5ive carrying on as 3ree

As previously reported in this column, Abz recently walked out on 5ive, flaming members Scott and Ritchie in the process. Member Jay became ‘previous member Jay’ a while ago, bringing the team’s number down to three. But the lads assure us they’ll keep going on, and that they’ll be following the path of previous trailblazers.

“We’ll do this forever”, Scott told OK!, brazenly ignoring the average human lifespan. “If people want to come and see us and they want to get up or get down, then we’ll do it. We’re like Take That aren’t we?

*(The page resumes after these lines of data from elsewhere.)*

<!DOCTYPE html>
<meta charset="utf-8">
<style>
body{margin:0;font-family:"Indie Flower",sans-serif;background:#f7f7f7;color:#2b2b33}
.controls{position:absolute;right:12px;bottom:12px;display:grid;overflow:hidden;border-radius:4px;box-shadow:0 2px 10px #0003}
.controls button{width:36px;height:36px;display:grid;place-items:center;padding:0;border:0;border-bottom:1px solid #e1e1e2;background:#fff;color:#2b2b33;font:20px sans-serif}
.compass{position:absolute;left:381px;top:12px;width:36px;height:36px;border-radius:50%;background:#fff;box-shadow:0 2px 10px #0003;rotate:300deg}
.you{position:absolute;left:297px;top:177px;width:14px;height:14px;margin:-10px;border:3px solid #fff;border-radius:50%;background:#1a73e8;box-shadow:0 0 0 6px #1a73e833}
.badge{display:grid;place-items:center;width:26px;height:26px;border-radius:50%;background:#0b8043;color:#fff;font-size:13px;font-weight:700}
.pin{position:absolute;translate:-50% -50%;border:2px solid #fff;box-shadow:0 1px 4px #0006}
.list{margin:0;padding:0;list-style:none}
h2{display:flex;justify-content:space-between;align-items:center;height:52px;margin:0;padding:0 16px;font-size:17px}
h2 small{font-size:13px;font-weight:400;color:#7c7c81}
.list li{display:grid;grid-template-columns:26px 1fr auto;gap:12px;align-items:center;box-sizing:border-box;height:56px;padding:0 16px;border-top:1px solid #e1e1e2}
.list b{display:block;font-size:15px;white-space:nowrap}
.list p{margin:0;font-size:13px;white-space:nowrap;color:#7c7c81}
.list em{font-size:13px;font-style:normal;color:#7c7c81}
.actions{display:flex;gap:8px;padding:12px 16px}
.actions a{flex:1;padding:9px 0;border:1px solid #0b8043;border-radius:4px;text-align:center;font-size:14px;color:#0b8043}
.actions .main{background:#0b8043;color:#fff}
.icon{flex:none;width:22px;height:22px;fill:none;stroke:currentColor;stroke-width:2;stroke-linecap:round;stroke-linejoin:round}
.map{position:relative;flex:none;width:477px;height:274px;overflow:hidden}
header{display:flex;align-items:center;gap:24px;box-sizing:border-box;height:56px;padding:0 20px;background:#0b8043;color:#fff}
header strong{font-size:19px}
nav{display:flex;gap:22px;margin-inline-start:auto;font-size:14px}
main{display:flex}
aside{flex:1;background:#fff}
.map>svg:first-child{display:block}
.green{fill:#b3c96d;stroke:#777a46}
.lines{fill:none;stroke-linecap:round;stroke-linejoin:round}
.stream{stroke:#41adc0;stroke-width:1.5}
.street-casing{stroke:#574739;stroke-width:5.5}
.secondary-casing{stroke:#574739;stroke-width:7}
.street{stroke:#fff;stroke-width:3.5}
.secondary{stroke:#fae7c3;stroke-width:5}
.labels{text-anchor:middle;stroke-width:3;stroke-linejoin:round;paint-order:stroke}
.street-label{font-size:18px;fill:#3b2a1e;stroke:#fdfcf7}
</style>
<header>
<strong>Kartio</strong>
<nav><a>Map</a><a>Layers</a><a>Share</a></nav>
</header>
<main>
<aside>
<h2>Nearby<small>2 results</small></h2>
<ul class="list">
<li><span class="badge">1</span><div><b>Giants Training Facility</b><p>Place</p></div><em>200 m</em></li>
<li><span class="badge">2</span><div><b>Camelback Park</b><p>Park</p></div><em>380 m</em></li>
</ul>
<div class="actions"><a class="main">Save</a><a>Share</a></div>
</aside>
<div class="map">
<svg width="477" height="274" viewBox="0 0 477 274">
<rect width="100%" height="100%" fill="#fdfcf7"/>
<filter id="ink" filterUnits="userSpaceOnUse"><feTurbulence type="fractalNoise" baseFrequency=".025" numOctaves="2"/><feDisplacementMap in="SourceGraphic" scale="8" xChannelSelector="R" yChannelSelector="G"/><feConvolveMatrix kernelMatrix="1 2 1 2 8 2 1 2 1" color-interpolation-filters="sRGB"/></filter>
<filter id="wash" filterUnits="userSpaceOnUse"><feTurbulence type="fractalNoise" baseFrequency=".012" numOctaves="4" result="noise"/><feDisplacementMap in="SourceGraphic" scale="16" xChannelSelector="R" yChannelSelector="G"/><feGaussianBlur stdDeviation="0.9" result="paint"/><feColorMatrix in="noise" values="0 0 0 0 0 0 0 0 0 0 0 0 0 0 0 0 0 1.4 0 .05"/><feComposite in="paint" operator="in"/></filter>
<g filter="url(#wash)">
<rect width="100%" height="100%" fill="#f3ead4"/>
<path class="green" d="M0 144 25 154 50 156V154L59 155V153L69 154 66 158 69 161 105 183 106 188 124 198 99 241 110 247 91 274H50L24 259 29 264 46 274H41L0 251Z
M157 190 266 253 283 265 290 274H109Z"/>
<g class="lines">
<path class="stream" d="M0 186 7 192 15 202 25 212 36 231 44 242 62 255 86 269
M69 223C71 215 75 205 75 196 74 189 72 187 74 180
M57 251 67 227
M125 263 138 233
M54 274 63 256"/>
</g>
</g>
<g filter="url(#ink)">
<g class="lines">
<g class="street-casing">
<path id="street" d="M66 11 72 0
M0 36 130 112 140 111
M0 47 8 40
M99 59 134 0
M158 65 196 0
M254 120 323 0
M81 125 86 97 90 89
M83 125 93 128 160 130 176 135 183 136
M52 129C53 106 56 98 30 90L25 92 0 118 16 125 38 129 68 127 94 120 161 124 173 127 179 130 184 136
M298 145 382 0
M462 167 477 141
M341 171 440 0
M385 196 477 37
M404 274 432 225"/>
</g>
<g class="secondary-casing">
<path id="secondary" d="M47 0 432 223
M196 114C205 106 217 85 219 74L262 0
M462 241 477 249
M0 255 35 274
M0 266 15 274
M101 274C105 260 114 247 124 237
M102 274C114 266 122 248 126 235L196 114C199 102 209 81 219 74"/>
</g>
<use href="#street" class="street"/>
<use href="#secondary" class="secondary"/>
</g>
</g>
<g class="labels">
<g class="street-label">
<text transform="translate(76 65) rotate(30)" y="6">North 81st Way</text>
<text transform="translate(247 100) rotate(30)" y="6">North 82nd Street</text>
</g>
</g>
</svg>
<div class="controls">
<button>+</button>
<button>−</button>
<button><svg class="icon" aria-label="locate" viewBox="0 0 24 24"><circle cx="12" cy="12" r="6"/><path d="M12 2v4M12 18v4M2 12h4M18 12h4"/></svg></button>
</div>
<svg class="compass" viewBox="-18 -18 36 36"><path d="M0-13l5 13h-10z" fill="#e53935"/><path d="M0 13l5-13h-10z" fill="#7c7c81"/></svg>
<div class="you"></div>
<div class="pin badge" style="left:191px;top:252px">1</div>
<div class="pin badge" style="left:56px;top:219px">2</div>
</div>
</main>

We’re following in their tracks.”

Get up or get down. Props on dropping 5ive references in an interview, Scott.

Ritchie’s talking the power trio up too, saying, “We’ve done quite a few gigs as just the three of us and they’ve genuinely been some of the best gigs we’ve done.”

Other examples of bands/natural wonders blindly going on despite the numeric value in their name no longer applying: S Club 7, the twelve apostles, Baskin Robbins 31 flavors, and Sum 41, who bravely carried on after their 37-piece orchestra abruptly quit midway through the ‘Does This Look Infected’ tour.